Monday, August 27, 2012

13 Weeks: A 41-Week Pregnancy?!?! Gee thanks, Dr. Alton!

Ahhh, second trimester is just days away and *knock on wood* my energy levels are back up, nausea has subsided but has given way to a few bouts of heartburn, and my jeans officially don't fit anymore. I had an appointment this morning with my OB, Dr. Alton, who is- in a word- awesome. He's Italian, so he talks fast, he talks a lot, and he is super sweet. This is the first time I got to meet him because my first appointment was with my family doctor, who normally does my cervical exams. My second appointment was with his nurse practitioner as Dr. Alton was called away to emergency surgery, but this time I was very thankful to meet him. I've always been leery about having a male doctor because I'm so private about my...privates, but this guy's bedside manner made me feel great, and also hopeful that he's on call when I go into labor. LOVE HIM! Look, I wrote a whole paragraph about him!

Moving along... Baby K is doing great! With its heart rate slowing to 148 this time, my feelings of "girl" are starting to be second guessed. But maybe that's an old wives' tale. I don't know! Given the fact that I popped out at nearly 10 weeks, and also that despite staying active and eating healthy I've gained 5 pounds since my appointment 4 weeks ago *SOB*, I asked if there was a possibility of multiples. And though I was not supposed to have an ultrasound today, and as if to make me love him even more, the guy had a nurse wheel an ultrasound machine right in! And maybe I'm biased, but this child is the funniest, most precious thing I have ever seen. He/she was face down in my uterus, kicking as though it was trying to move to a more comfortable position. I also thought I could see it sucking its thumb, but as Dr. Alton moved to get a cross-section shot of Baby K to print out, I saw both little fists balled up in front of its face. I LOVE HIM/HER!!! Comparing this shot to the one at 6.5 weeks, it is INCREDIBLE how quickly they grow and change. This little person actually looked like a little person to me and I was flooded with emotions.

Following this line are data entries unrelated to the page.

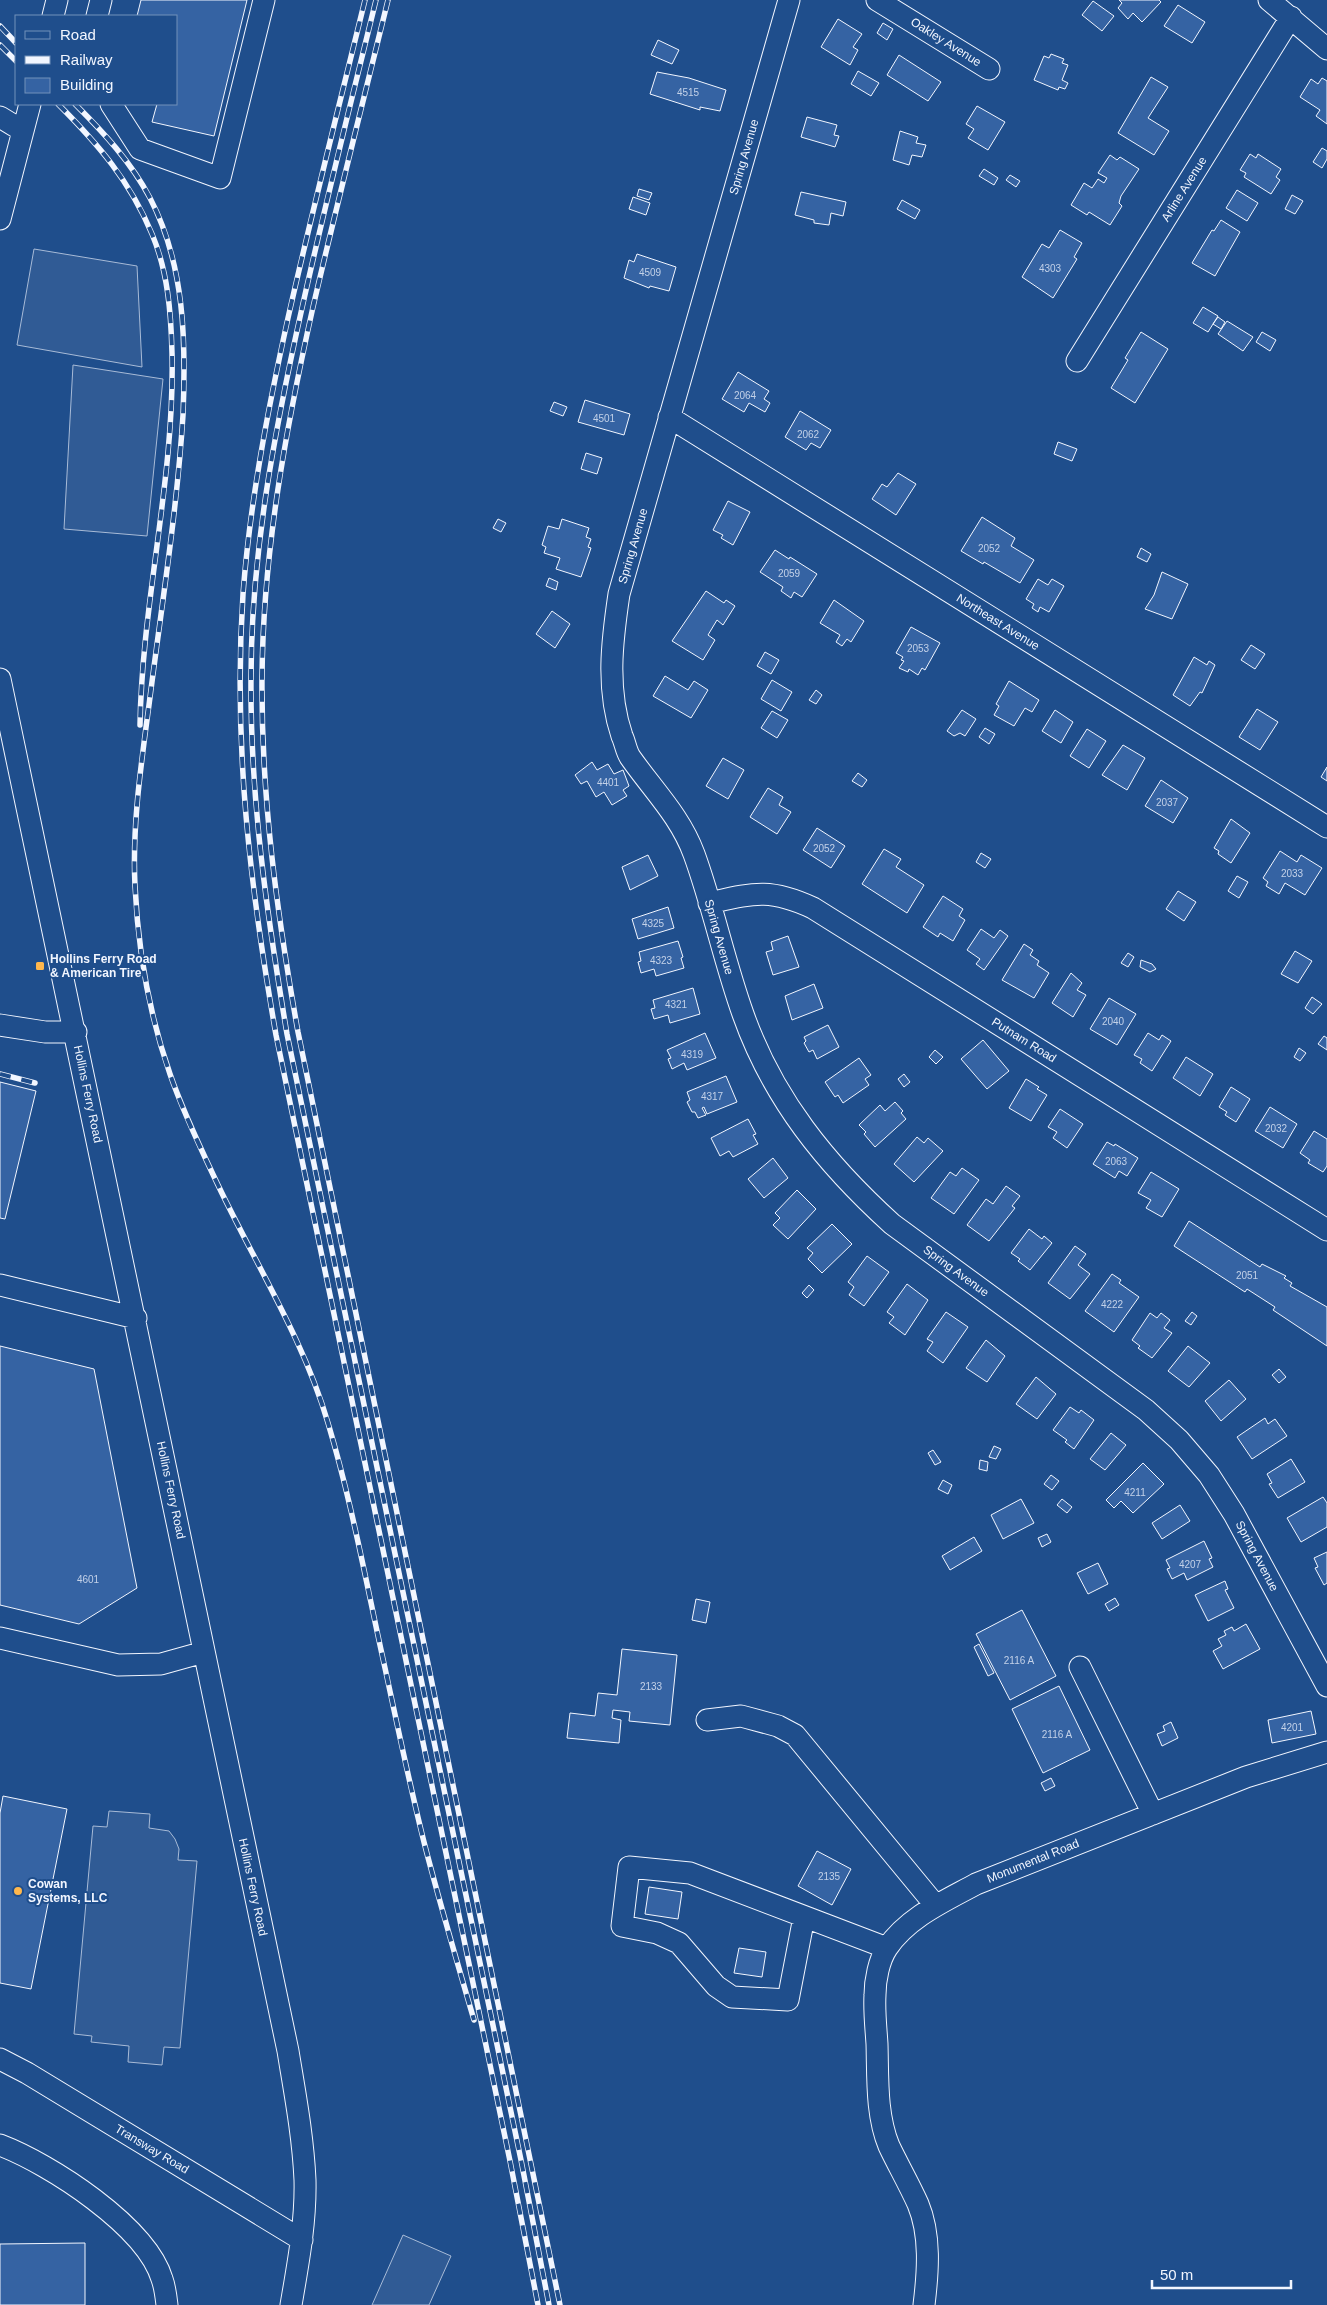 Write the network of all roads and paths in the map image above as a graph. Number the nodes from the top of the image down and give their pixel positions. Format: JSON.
{"nodes":[{"id":1,"x":57,"y":0,"type":"edge"},
{"id":2,"x":101,"y":0,"type":"edge"},
{"id":3,"x":264,"y":0,"type":"edge"},
{"id":4,"x":789,"y":0,"type":"edge"},
{"id":5,"x":877,"y":0,"type":"edge"},
{"id":6,"x":1269,"y":0,"type":"edge"},
{"id":7,"x":53,"y":15,"type":"edge"},
{"id":8,"x":97,"y":15,"type":"edge"},
{"id":9,"x":1291,"y":17,"type":"junction"},
{"id":10,"x":1327,"y":49,"type":"edge"},
{"id":11,"x":989,"y":69,"type":"dead end"},
{"id":12,"x":30,"y":105,"type":"edge"},
{"id":13,"x":112,"y":105,"type":"edge"},
{"id":14,"x":0,"y":117,"type":"edge"},
{"id":15,"x":23,"y":131,"type":"junction"},
{"id":16,"x":0,"y":218,"type":"edge"},
{"id":17,"x":1077,"y":362,"type":"dead end"},
{"id":18,"x":669,"y":417,"type":"junction"},
{"id":19,"x":0,"y":679,"type":"edge"},
{"id":20,"x":1327,"y":827,"type":"edge"},
{"id":21,"x":709,"y":903,"type":"junction"},
{"id":22,"x":0,"y":1025,"type":"edge"},
{"id":23,"x":76,"y":1032,"type":"junction"},
{"id":24,"x":1327,"y":1230,"type":"edge"},
{"id":25,"x":0,"y":1285,"type":"edge"},
{"id":26,"x":136,"y":1318,"type":"junction"},
{"id":27,"x":0,"y":1638,"type":"edge"},
{"id":28,"x":204,"y":1652,"type":"junction"},
{"id":29,"x":1080,"y":1667,"type":"dead end"},
{"id":30,"x":1327,"y":1686,"type":"edge"},
{"id":31,"x":707,"y":1720,"type":"dead end"},
{"id":32,"x":1326,"y":1756,"type":"edge"},
{"id":33,"x":1153,"y":1814,"type":"junction"},
{"id":34,"x":936,"y":1906,"type":"junction"},
{"id":35,"x":804,"y":1917,"type":"junction"},
{"id":36,"x":887,"y":1948,"type":"junction"},
{"id":37,"x":0,"y":2060,"type":"edge"},
{"id":38,"x":0,"y":2145,"type":"edge"},
{"id":39,"x":302,"y":2240,"type":"junction"},
{"id":40,"x":167,"y":2305,"type":"edge"},
{"id":41,"x":291,"y":2305,"type":"edge"},
{"id":42,"x":924,"y":2305,"type":"edge"}],
"edges":[{"from":1,"to":7,"type":"street"},
{"from":2,"to":8,"type":"street"},
{"from":3,"to":13,"type":"street"},
{"from":4,"to":18,"type":"street","name":"Spring Avenue"},
{"from":5,"to":11,"type":"street","name":"Oakley Avenue"},
{"from":6,"to":9,"type":"street"},
{"from":9,"to":10,"type":"street"},
{"from":9,"to":17,"type":"street","name":"Arline Avenue"},
{"from":12,"to":15,"type":"street"},
{"from":14,"to":15,"type":"street"},
{"from":15,"to":16,"type":"street"},
{"from":18,"to":20,"type":"street","name":"Northeast Avenue"},
{"from":18,"to":21,"type":"street","name":"Spring Avenue"},
{"from":19,"to":23,"type":"street","name":"Hollins Ferry Road"},
{"from":21,"to":24,"type":"street","name":"Putnam Road"},
{"from":21,"to":30,"type":"street","name":"Spring Avenue"},
{"from":22,"to":23,"type":"street"},
{"from":23,"to":26,"type":"street","name":"Hollins Ferry Road"},
{"from":25,"to":26,"type":"street"},
{"from":26,"to":28,"type":"street","name":"Hollins Ferry Road"},
{"from":27,"to":28,"type":"street"},
{"from":28,"to":39,"type":"street","name":"Hollins Ferry Road"},
{"from":29,"to":33,"type":"street"},
{"from":31,"to":34,"type":"street"},
{"from":32,"to":33,"type":"street","name":"Monumental Road"},
{"from":33,"to":34,"type":"street","name":"Monumental Road"},
{"from":34,"to":36,"type":"street","name":"Monumental Road"},
{"from":35,"to":35,"type":"street"},
{"from":35,"to":36,"type":"street"},
{"from":36,"to":42,"type":"street","name":"Monumental Road"},
{"from":37,"to":39,"type":"street","name":"Transway Road"},
{"from":38,"to":40,"type":"street"},
{"from":39,"to":41,"type":"street","name":"Hollins Ferry Road"}]}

Dr. Alton and I also discussed my history of Tetralogy of Fallot, a congenital heart condition I was born with. I was curious (and hopeful) that it would be safe for me to deliver vaginally. To make a long story short, he doesn't want me pushing long if I do. Another concern would be with the safety of an epidural (which I'm not going without, thank you!). He'll consult with my cardiologist throughout my pregnancy, monitor my heart, and he's also sending me to a high-risk OB to do another ultrasound to determine whether myself or my baby would be in danger during delivery. Dr. Alton's biggest fear is a complication during labor that would force him to put me to sleep for delivery. Neither John nor I would be able to witness the birth, and that is something we obviously DO NOT want. If we have to schedule a C-section, so be it. It is supposed to be scheduled a week before my due date, which poses another dilemma we found today! My cycle says February 28, I measure 13 weeks, which puts my due date at February 28-March 1, but my early ultrasound determined my due date at March 7! Ultrasounds can be up to 7 days off, he says, but he went ahead and set my due date at March 7. If we schedule an ultrasound it would be around February 28. So we can expect this baby anywhere between Valentine's Day and the Big Ten Tournament!  I was a little disappointed at pushing the due date back, but I have to remember that this isn't in my hands-- it's in God's. It's all part of a greater plan and I am bound and determined to enjoy having this sweet little miracle growing inside me... even though I feel chubby, awkward, and EMOTIONAL! Oh gawd the HORMONES! I cried during a commercial last week! And I don't even remember what commercial it was but it was something totally stupid. My husband thinks I'm losing my mind. I probably am.

A BIG THANKS to my family and friends for all their support and honesty through this process. I can't believe it's been over 3 months already! I'm not posting a belly pic this week because even though I see my fat gut popping out every day, no one besides my husband seems to be able to tell I'm pregnant! SCREW YOU GUYS! ;o) Just kidding... more to come soon....

Baby K, keep growing and being a happy, pancake-loving, piece of perfection. Don't let my crazy bother you; I promise it's just hormones... well, some of it. Mommy and Daddy love you and I was so excited to see some of your personality pop out in your pictures today. I see what you're up to in there now, and I can't wait to feel you in the next couple of weeks. =)

Don't forget, God is good all the time, and all the time God is GOOD.